A exceção tem se incorporado ao direito e à democracia no Brasil,
subvertendo a ambos e convertendo-os à regressão, à imagem e semelhança
do regime institucional apropriado ao conservadorismo neoliberal, cuja
origem está no golpe parlamentar. Já mencionei aqui (em 27 set. 2016)
que, para a Corte Especial do TRF4, “uma situação excepcional exige
condutas excepcionais”. Essa pérola da racionalidade autoritária (usada e
abusada nos regimes fascistas) foi proferida em resposta à
representação que um conjunto de advogados interpuseram contra a
revelação, pelo juiz Sergio Moro, do conteúdo da interceptação
telefônica entre os ex-presidentes Lula e Dilma, em março de 2016,
obtido ilegalmente. Na semana passada, esse mesmo juiz condenou Lula,
motivado pela necessidade de lançar mão da exceção, uma vez que só ela,
deformando a Constituição, é capaz de servir de instrumento farsesco
para a condenação política da maior liderança do PT, muito baseada em
delação premiada.
Vários juristas e advogados têm se oposto
veementemente à sentença condenatória de Sergio Moro contra Lula.
Segundo a Frente Brasil de Juristas pela Democracia, a sentença “expõe
de forma clara a opção do julgador pelo uso do Direito com fins
políticos, demonstrando nítida adoção do processo penal de exceção,
próprio dos regimes autoritários. Para Dalmo de Abreu Dallari, “o Juiz
Moro dá muitas voltas, citando fatos e desenvolvendo argumentos que não
contêm qualquer comprovação da prática de um crime que teria sido
cometido por Lula”. Os argumentos críticos são variados e abrangem
diversos aspectos da sentença. Um elemento estrutural foi mencionado
pelo cientista político Leonardo Avritzer: “É direito dedutivo com
descarte de provas contrárias à opinião do juízo”.
Mais de uma
centena de juristas nacionais e internacionais escreverão um livro para
argumentar que o julgamento de Moro foi uma farsa. E toda essa encenação
vem sendo erguida pelo populismo jurídico, que se dirige às massas
visando agradá-las, para o que necessita da grande mídia, cuja
influência sobre a opinião pública pode ser decisiva, como a longa
conjuntura da crise brasileira tem evidenciado.
O combate à
corrupção promovido pela Lava Jato tem sido encarado como uma bandeira
política mais importante que o compromisso com o Estado Democrático de
Direito. Sendo Lula visto como o comandante máximo de uma organização
criminosa, conforme expresso no famoso episódio do Power Point de
Dallagnol, há que se condená-lo, prendê-lo e excluí-lo das eleições de
2018, para que uma nova política purificada passe a vigorar no país.

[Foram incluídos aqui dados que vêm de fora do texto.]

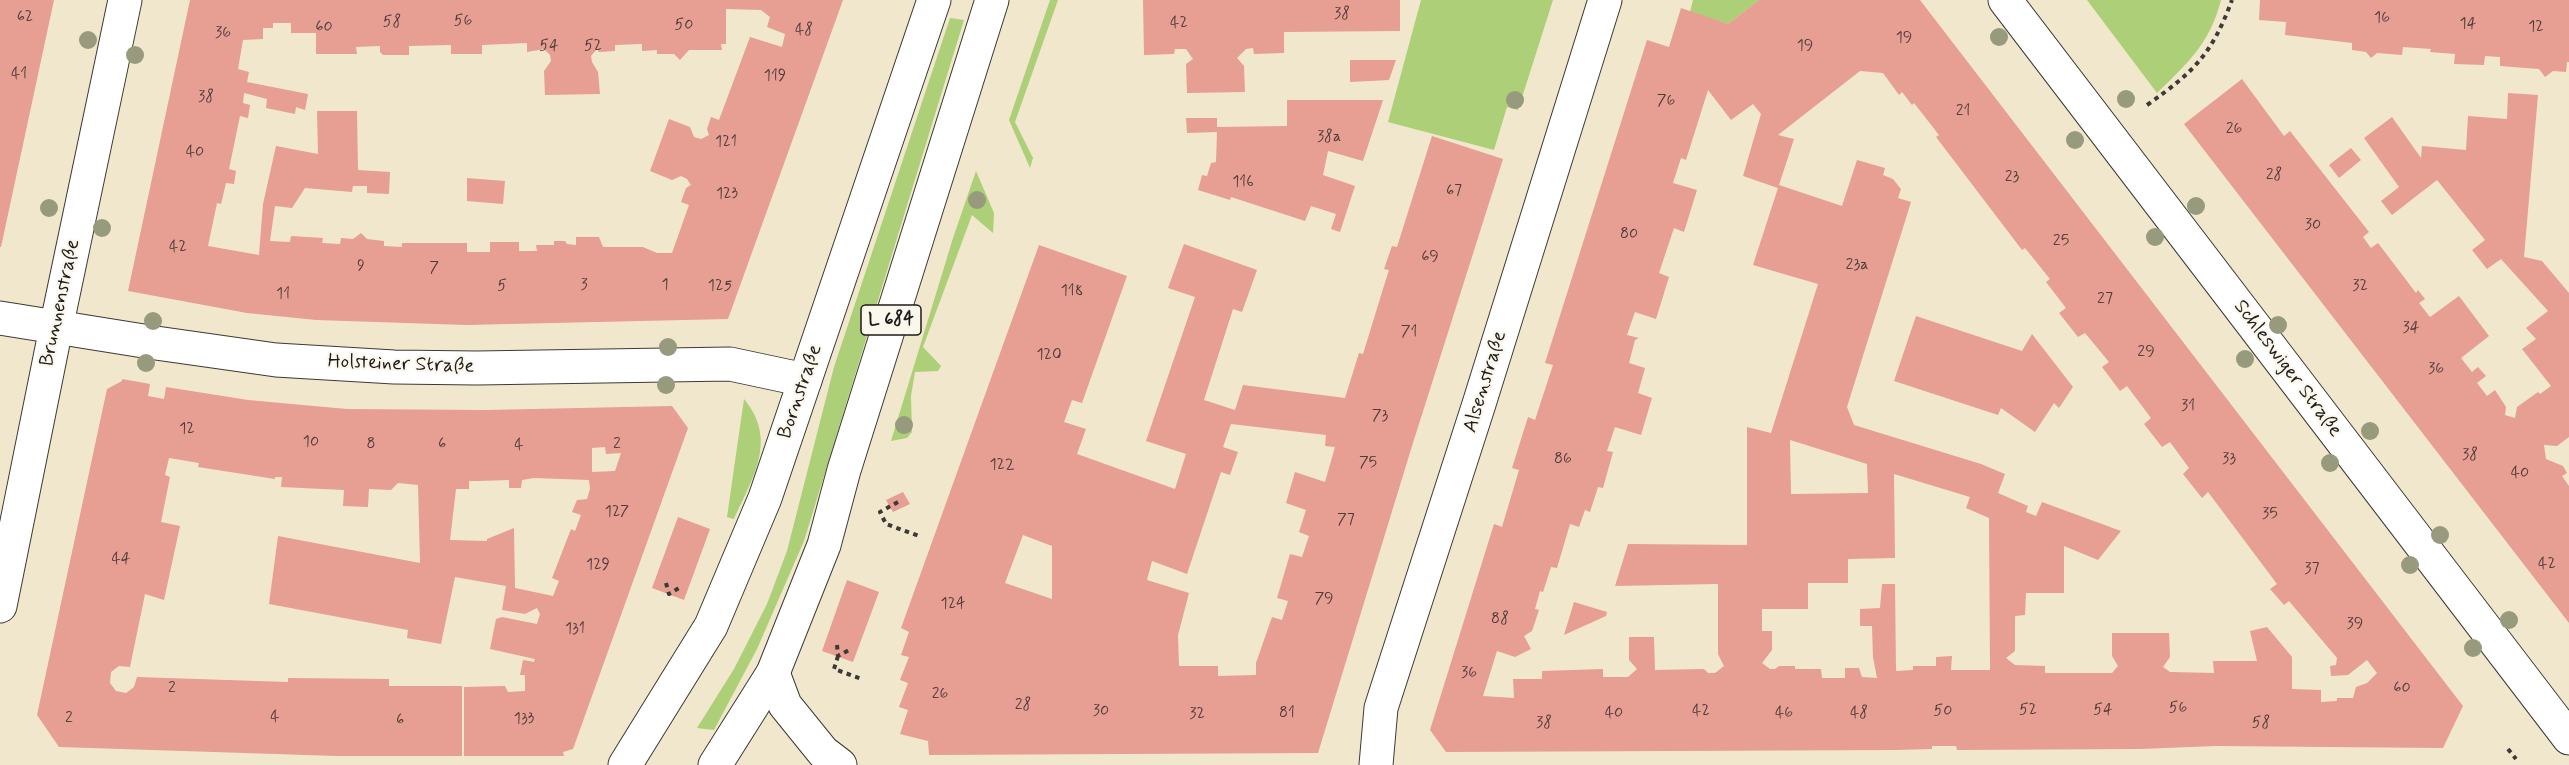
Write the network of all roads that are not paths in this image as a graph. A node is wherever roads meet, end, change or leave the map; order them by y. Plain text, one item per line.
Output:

Lembre-se que a Lava Jato foi também peça fundamental na construção do
ambiente político e social que levou ao controverso impedimento da
presidenta Dilma Roussef, abrindo uma fissura institucional muito séria
no regime, propensa a induzir à instabilidade política e à perseverança
temporal da crise de legitimidade do sistema representativo. O
impeachment foi também visto por alguns atores que o apoiaram como um
momento da idealizada e ingênua purificação política.
Obviamente,
há opiniões de profissionais do meio jurídico favoráveis à decisão de
condenação de Lula. A régua para avaliar certos fatos depende de
valores, ideologias etc. Mas o relativismo tem limites. A margem de
liberdade de interpretação valorativa de fatos do direito está sujeita
ao crivo social. E o homem público tende a se ajustar à ética da
responsabilidade, que é consequencialista. O país está dividido em
relação a vários temas e a condenação de Lula é uma questão-chave. Ele é
a maior liderança política do Brasil atual, dirigente do partido
político cuja legenda, apesar do desgaste recente, ainda ocupa o
primeiro lugar nas preferências partidárias dos eleitores e, sobretudo,
Lula está posicionado no topo das pesquisas de intenção de voto
presidencial para as eleições de 2018. O maior objetivo da condenação de
Lula, segundo várias opiniões, inclusive a minha, é impedi-lo de
concorrer às eleições do ano que vem. A decisão de Moro expressa a
consumação da forte tendência da República de Curitiba e de seus aliados
midiáticos, observada desde 2014, no sentido de condenar Lula de
antemão, por motivo político-ideológico.
Uma breve digressão.
Várias vozes, como a do cientista político Bruno Wanderley Reis, avaliam
que a delação premiada deveria ser utilizada exclusivamente para
combater o crime organizado, não a corrupção, devido à destruição
imediata que esse instrumento provoca no sistema político, ao mesmo
tempo em que tal caminho não aponta para um ponto final melhor que o
ponto de partida. Ele sugere um “processo de ajustamentos sucessivos de
conduta”. Ademais, a questão fundamental do financiamento privado das
campanhas eleitorais tem sido pouco abordada pelo partido da
moralização, a começar pela grande mídia.
Note-se que a não
aprovação, pela CCJ da Câmara, da autorização para que Temer seja
processado pelo STF por crime de corrupção é apenas uma evidência da
ruptura entre o “partido da delação premiada” e o “partido do
presidencialismo de coalizão”. Essa blindagem seletiva do sistema
político à corrupção governista é uma evidência de que o projeto
político policialesco de combate à corrupção está divorciado da classe
política. Essa tensão é contraproducente, seja para a perspectiva do
combate à corrupção, seja para a perspectiva de se avançar rumo a uma
institucionalidade política e a uma classe política mais próximas do
denominado interesse público. O resultado atual é que o país é uma nau à
deriva.
A absolvição pelo TRF4 de João Vaccari, ex-tesoureiro do
PT, após ter sido condenado por Moro, abre uma fresta de esperança em
alguma retomada do garantismo jurídico perdido no ambiente de euforia
criado com a aplicação do método das delações premiadas para investigar
crimes de corrupção, ou seja, crimes que envolvem duas partes, por um
lado, políticos e funcionários públicos e, por outro, o setor privado.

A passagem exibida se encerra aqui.